En efecto, a sus alrededores empezaron a presentarse transformaciones de veras sorprendentes: un extremo del salón se volvió diminuto, con mobiliario y todo, mientras el extremo opuesto crecía hasta el punto de parecerle al señor Tompkins que el universo entero hallaría cabida allí. Lo asaltó de pronto un pensamiento terrible. ¿Y si un trozo de espacio en la playa, donde estaba pintando la señorita Maud, se dislocaba del resto del universo? ¡Jamás volvería a verla! Mientras se abalanzaba hacia la puerta oyó gritar detrás al profesor:

—¡Cuidado! ¡También la constante cuántica está enloqueciendo!

Al llegar a la playa la encontró muy concurrida. Millares de muchachas corrían en todas direcciones.

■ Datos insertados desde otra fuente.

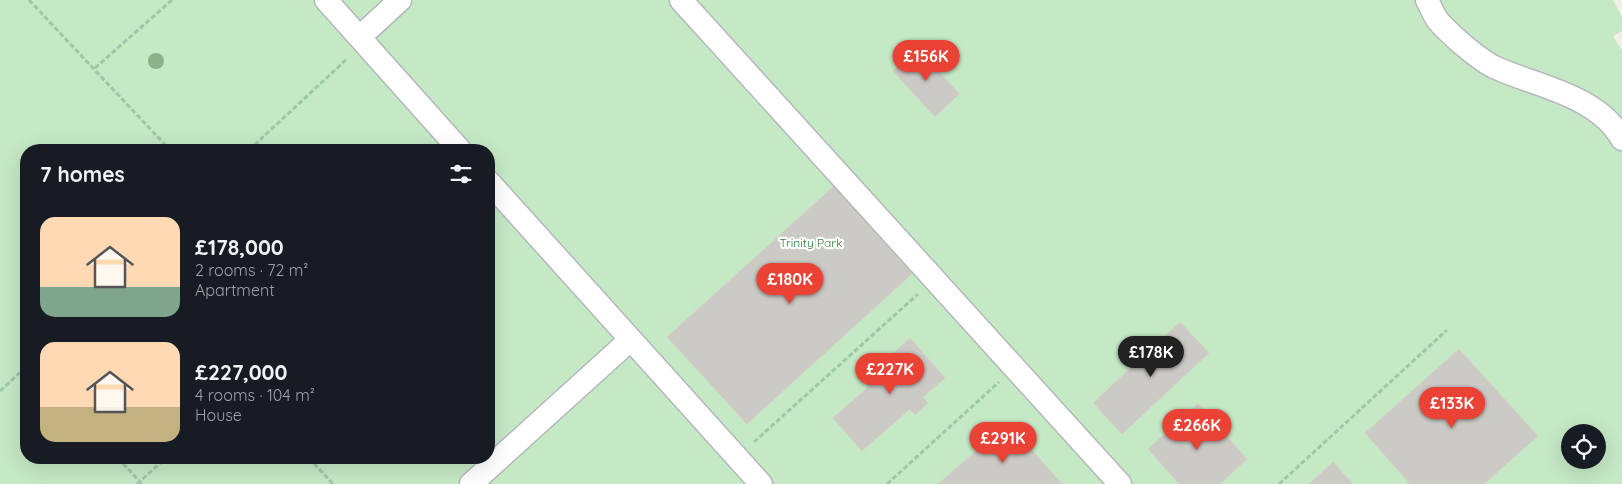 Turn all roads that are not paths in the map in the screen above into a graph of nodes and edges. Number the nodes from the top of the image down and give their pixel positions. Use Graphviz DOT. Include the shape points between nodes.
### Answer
graph roads {
  1 [pos="326,0"];
  2 [pos="400,0"];
  3 [pos="681,0"];
  4 [pos="1427,0"];
  5 [pos="362,40"];
  6 [pos="1622,139"];
  7 [pos="455,144"];
  8 [pos="495,189"];
  9 [pos="630,340"];
  10 [pos="495,462"];
  11 [pos="493,464"];
  12 [pos="471,484"];
  13 [pos="761,484"];
  14 [pos="1120,484"];
  1 -- 5 [label="lane"];
  2 -- 5 [label="lane"];
  3 -- 14 [label="lane"];
  4 -- 6 [label="lane" via="1439,22 1492,66 1571,96 1599,114"];
  5 -- 7 [label="lane"];
  8 -- 9 [label="lane"];
  9 -- 10 [label="lane"];
  9 -- 13 [label="lane"];
  11 -- 12 [label="lane"];
}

—¿Cómo encontrar a mi Maud entre esta muchedumbre? —pensó. Pero enseguida advirtió que todas eran idénticas a la hija del profesor y que se trataba de una broma del principio de incertidumbre. Un instante después ya había pasado la onda de constante cuántica anormalmente elevada, y la señorita Maud apareció en la playa, con mirada aterrorizada.

—¡Ah, es usted! —murmuró aliviada—.¡Me pareció que se me venía encima una multitud! Debe ser culpa del sol. Espere un minuto, mientras corro al hotel por mi sombrero.

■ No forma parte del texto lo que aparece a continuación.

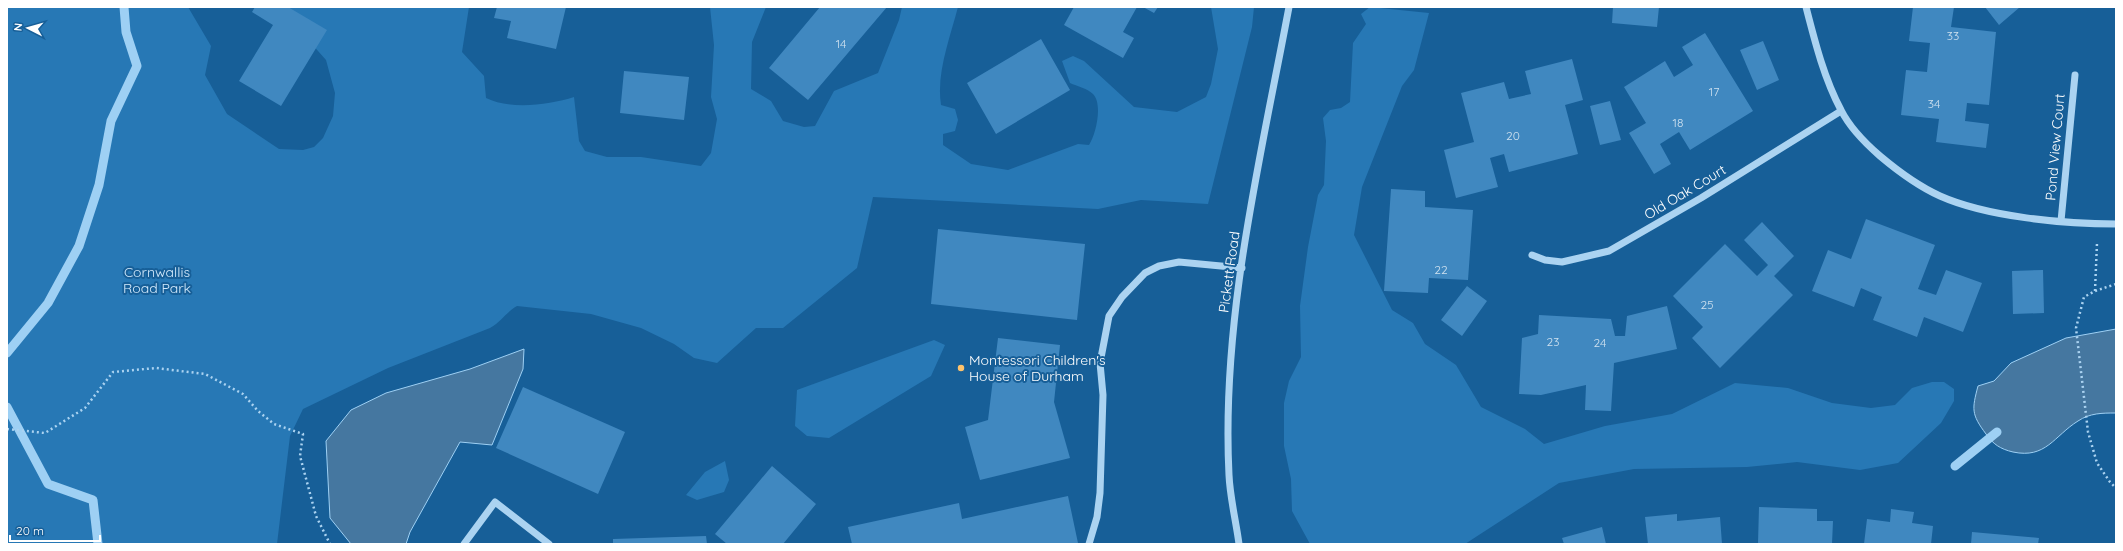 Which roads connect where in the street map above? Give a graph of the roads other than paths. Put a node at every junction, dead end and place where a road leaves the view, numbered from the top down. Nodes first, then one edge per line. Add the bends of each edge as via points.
1 (1289, 7) edge
2 (1806, 7) edge
3 (2075, 75) dead end
4 (1841, 111) junction
5 (2062, 221) junction
6 (2116, 224) edge
7 (1532, 254) dead end
8 (1242, 268) junction
9 (464, 544) edge
10 (549, 544) edge
11 (1089, 544) edge
12 (1239, 544) edge

1 - 8 street, Pickett Road
2 - 4 street via 1819,55
3 - 5 street, Pond View Court
4 - 5 street via 1863,141 1899,172 1920,186 1942,196 1990,211
4 - 7 street, Old Oak Court via 1701,198 1609,251 1562,262 1545,260
5 - 6 street
8 - 11 street via 1179,262 1159,266 1145,273 1122,297 1109,316 1100,363 1103,395 1100,493 1097,517
8 - 12 street, Pickett Road via 1228,375 1229,476
9 - 10 street via 495,502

—¡Eso sí que no! —protestó el señor Tompkins. ¡No debemos separarnos! Me temo que también la velocidad de la luz está cambiando. ¡Al volver del hotel me encontraría hecho un viejo!

—Simplezas —dijo la joven, pero deslizó su mano en la del señor Tompkins. Sin embargo, antes de que llegaran al hotel los alcanzó otra onda de incertidumbre, y tanto el señor Tompkins como la muchacha se dispersaron por toda la playa. Al mismo tiempo, un gran pliegue de espacio comenzó a deformarse desde las cercanas colinas, curvando las rocas y las casas de los pescadores de manera muy divertida. Los rayos del sol, desviados por un inmenso campo gravitatorio, desaparecieron del horizonte, y el señor Tompkins quedó hundido en las tinieblas.

Pasó un siglo hasta que una voz muy querida lo devolvió a la realidad.

—¡Ay! —decía la muchacha—; veo que mi padre acabó por dormirlo con su charla sobre física, ¿No quiere acompañarme a nadar? El agua está espléndida.

El señor Tompkins se levantó de su asiento como impulsado por un resorte.

—¡Así que sólo era un sueño! —pensaba, bajando hacia la playa—. ¿O es ahora cuando empieza?

Celebraron su boda y fueron felices

1 En esta historia se trastornan todas las constantes.